Back before the holidays (12/23/2015), Stas and Trey had a conversation on IRC about TextCat and Lang ID. There was lots of good stuff in the conversation, so the main points are summarized here, to record for posterity, and to open them up to further conversation if anyone has any additional ideas.

For reference, the main Phab ticket for language ID stuff is T118278: EPIC: Improve Language Identification for use in Cirrus Search[1]

Building Language Models: It seems like we should try to create language models to cover at least the same set of languages as the original TextCat. The original models were in various encodings, but we’d create (and have created) models in Unicode. In general, we saw better performance doing language detection on queries using models built on queries.[2] If we want to support general language identification, we could also build models based on text from Wikipedia (which we need to do for some languages anyway because the query data is so poor).[3] It’s a relatively straightforward task, compared to getting sufficiently high quality query data.[4]

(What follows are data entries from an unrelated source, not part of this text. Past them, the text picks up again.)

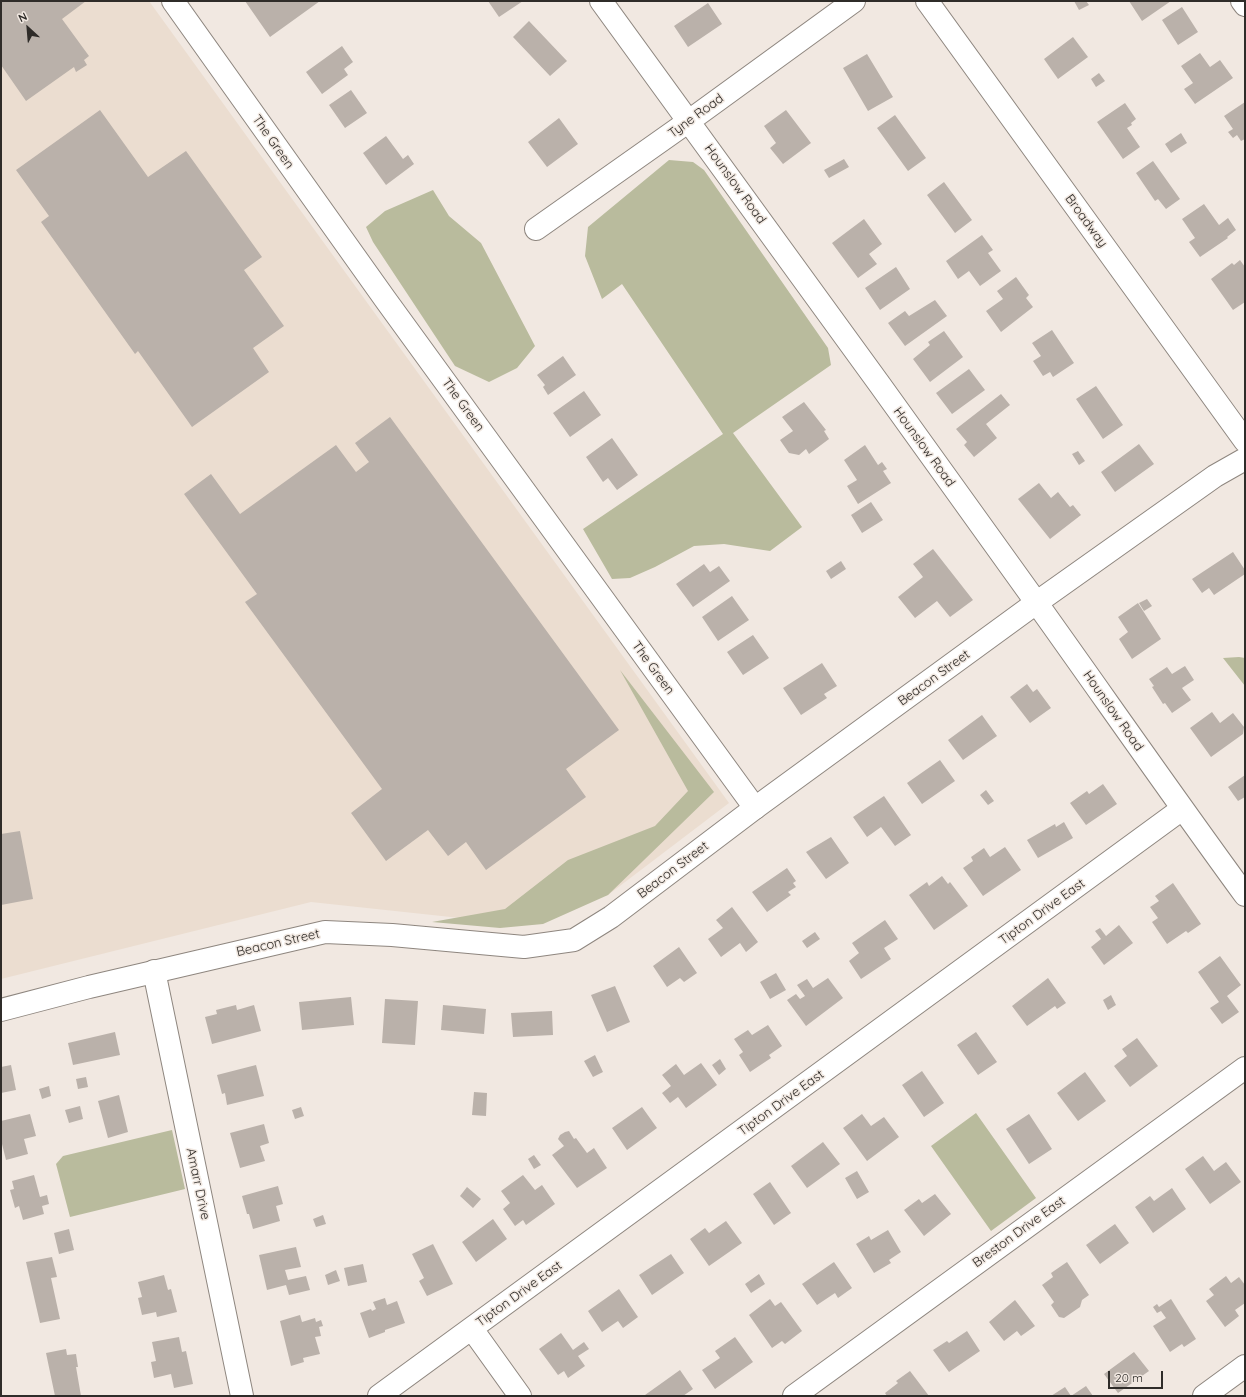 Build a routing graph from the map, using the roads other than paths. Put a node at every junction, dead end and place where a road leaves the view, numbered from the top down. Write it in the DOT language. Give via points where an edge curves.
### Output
graph roads {
  1 [pos="173,1"];
  2 [pos="601,1"];
  3 [pos="854,1"];
  4 [pos="927,1"];
  5 [pos="1242,1"];
  6 [pos="1245,5"];
  7 [pos="689,121"];
  8 [pos="536,229"];
  9 [pos="1245,441"];
  10 [pos="1245,459"];
  11 [pos="1036,603"];
  12 [pos="754,808"];
  13 [pos="1182,809"];
  14 [pos="1245,895"];
  15 [pos="154,971"];
  16 [pos="1,1010"];
  17 [pos="1245,1068"];
  18 [pos="472,1329"];
  19 [pos="1245,1366"];
  20 [pos="242,1396"];
  21 [pos="379,1396"];
  22 [pos="520,1396"];
  23 [pos="794,1396"];
  24 [pos="1204,1396"];
  1 -- 12 [label="street, The Green" via="385,299"];
  2 -- 7 [label="street, Hounslow Road"];
  3 -- 7 [label="street, Tyne Road"];
  4 -- 9 [label="street, Broadway"];
  5 -- 6 [label="street"];
  7 -- 8 [label="street, Tyne Road"];
  7 -- 11 [label="street, Hounslow Road"];
  10 -- 11 [label="street, Beacon Street" via="1215,476"];
  11 -- 12 [label="street, Beacon Street"];
  11 -- 13 [label="street, Hounslow Road"];
  12 -- 15 [label="street, Beacon Street" via="611,917 574,940 524,947 392,935 325,932"];
  13 -- 14 [label="street, Hounslow Road"];
  13 -- 18 [label="street, Tipton Drive East"];
  15 -- 16 [label="street, Beacon Street"];
  15 -- 20 [label="street, Amarr Drive"];
  17 -- 23 [label="street, Breston Drive East"];
  18 -- 21 [label="street, Tipton Drive East"];
  18 -- 22 [label="street"];
  19 -- 24 [label="street"];
} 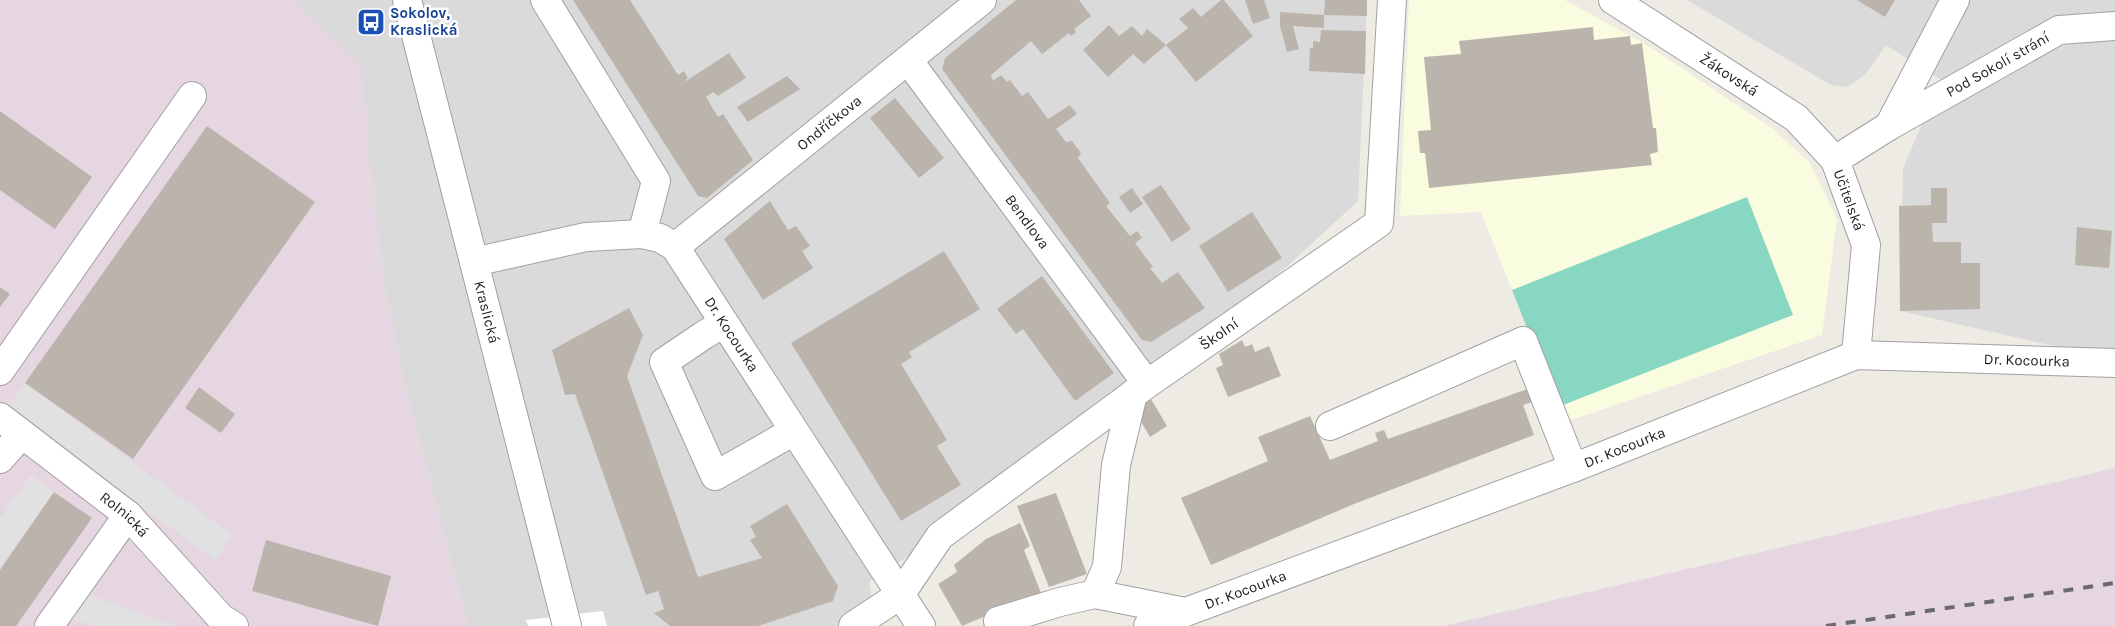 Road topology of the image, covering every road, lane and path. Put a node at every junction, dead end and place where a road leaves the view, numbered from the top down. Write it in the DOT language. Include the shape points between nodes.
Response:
graph roads {
  1 [pos="407,0"];
  2 [pos="545,0"];
  3 [pos="982,0"];
  4 [pos="1392,0"];
  5 [pos="1613,0"];
  6 [pos="1955,0"];
  7 [pos="2115,26"];
  8 [pos="908,60"];
  9 [pos="192,96"];
  10 [pos="1889,126"];
  11 [pos="1835,160"];
  12 [pos="642,234"];
  13 [pos="674,247"];
  14 [pos="474,262"];
  15 [pos="724,323"];
  16 [pos="1856,355"];
  17 [pos="2115,362"];
  18 [pos="0,371"];
  19 [pos="1140,389"];
  20 [pos="0,417"];
  21 [pos="1330,426"];
  22 [pos="794,431"];
  23 [pos="22,434"];
  24 [pos="0,459"];
  25 [pos="1573,468"];
  26 [pos="128,515"];
  27 [pos="1095,594"];
  28 [pos="900,595"];
  29 [pos="1185,612"];
  30 [pos="998,620"];
  31 [pos="566,621"];
  32 [pos="48,626"];
  33 [pos="234,626"];
  34 [pos="853,626"];
  35 [pos="921,626"];
  36 [pos="1148,626"];
  1 -- 14 [label="street, Kraslická"];
  2 -- 12 [label="street" via="656,181"];
  3 -- 8 [label="street, Ondříčkova"];
  4 -- 19 [label="street, Školní" via="1379,223"];
  5 -- 11 [label="street, Žákovská" via="1796,118"];
  6 -- 10 [label="street"];
  7 -- 10 [label="street, Pod Sokolí strání" via="2059,30"];
  8 -- 13 [label="street, Ondříčkova"];
  8 -- 19 [label="street, Bendlova"];
  9 -- 18 [label="street"];
  10 -- 11 [label="street, Učitelská"];
  11 -- 16 [label="street, Učitelská" via="1866,244"];
  12 -- 13 [label="street" via="660,238"];
  12 -- 14 [label="street" via="586,237"];
  13 -- 15 [label="street, Dr. Kocourka"];
  14 -- 31 [label="street, Kraslická"];
  15 -- 22 [label="street, Dr. Kocourka"];
  15 -- 22 [label="street" via="664,362 715,476"];
  16 -- 17 [label="street, Dr. Kocourka"];
  16 -- 25 [label="street, Dr. Kocourka"];
  19 -- 27 [label="street" via="1116,465 1107,567"];
  19 -- 28 [label="street, Školní" via="940,536"];
  20 -- 23 [label="street, Rolnická"];
  21 -- 25 [label="street" via="1523,341"];
  22 -- 28 [label="street, Dr. Kocourka"];
  23 -- 24 [label="street"];
  23 -- 26 [label="street, Rolnická"];
  25 -- 29 [label="street, Dr. Kocourka"];
  26 -- 32 [label="street"];
  26 -- 33 [label="street, Rolnická" via="221,618"];
  27 -- 29 [label="street"];
  27 -- 30 [label="street"];
  28 -- 34 [label="street"];
  28 -- 35 [label="street, Dr. Kocourka"];
  29 -- 36 [label="street, Dr. Kocourka"];
}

Using Language Models: We get the biggest improvement in language detection accuracy (~20% increase in F0.5) from restricting the list of candidate languages based on their individual performance and the distribution of languages we encounter in real life, rather than using all available languages.[2][7] We need our new TextCat to support the ability to specify which models to use.[5] It makes sense to create models based on both query data (if we have it) and general text (from Wikipedia) and make them available, probably through Stas’s PHP version of TextCat on GitHub.[6] Trey will also be putting the Perl version and language models up on GitHub after a bit more cleanup.

Choosing Language Models: In order to choose which models to use on a particular wiki, we need to sample queries and manually identify the languages represented, and then experimentally determine the best set of language models to use.[8] We will do this for the wikis with the highest query volume, and see how far down the list we have time to work on. For any wikis we don’t get to, we can try using a generic set of languages, or just not do language detection for now, or make general capabilities available as an opt-in feature—though we need to think more carefully about how to handle smaller wikis, especially after we have more experience using TextCat on larger wikis.

In addition to evaluation sets for particular wikis, we’re have a task[9] to create a “balanced” set of queries in known languages for top wikis (by query volume) for general evaluation of language models, which can help us determine a generic set of more-or-less reliable languages. (These are smaller sets that let us gauge general performance, but not enough for training language models.)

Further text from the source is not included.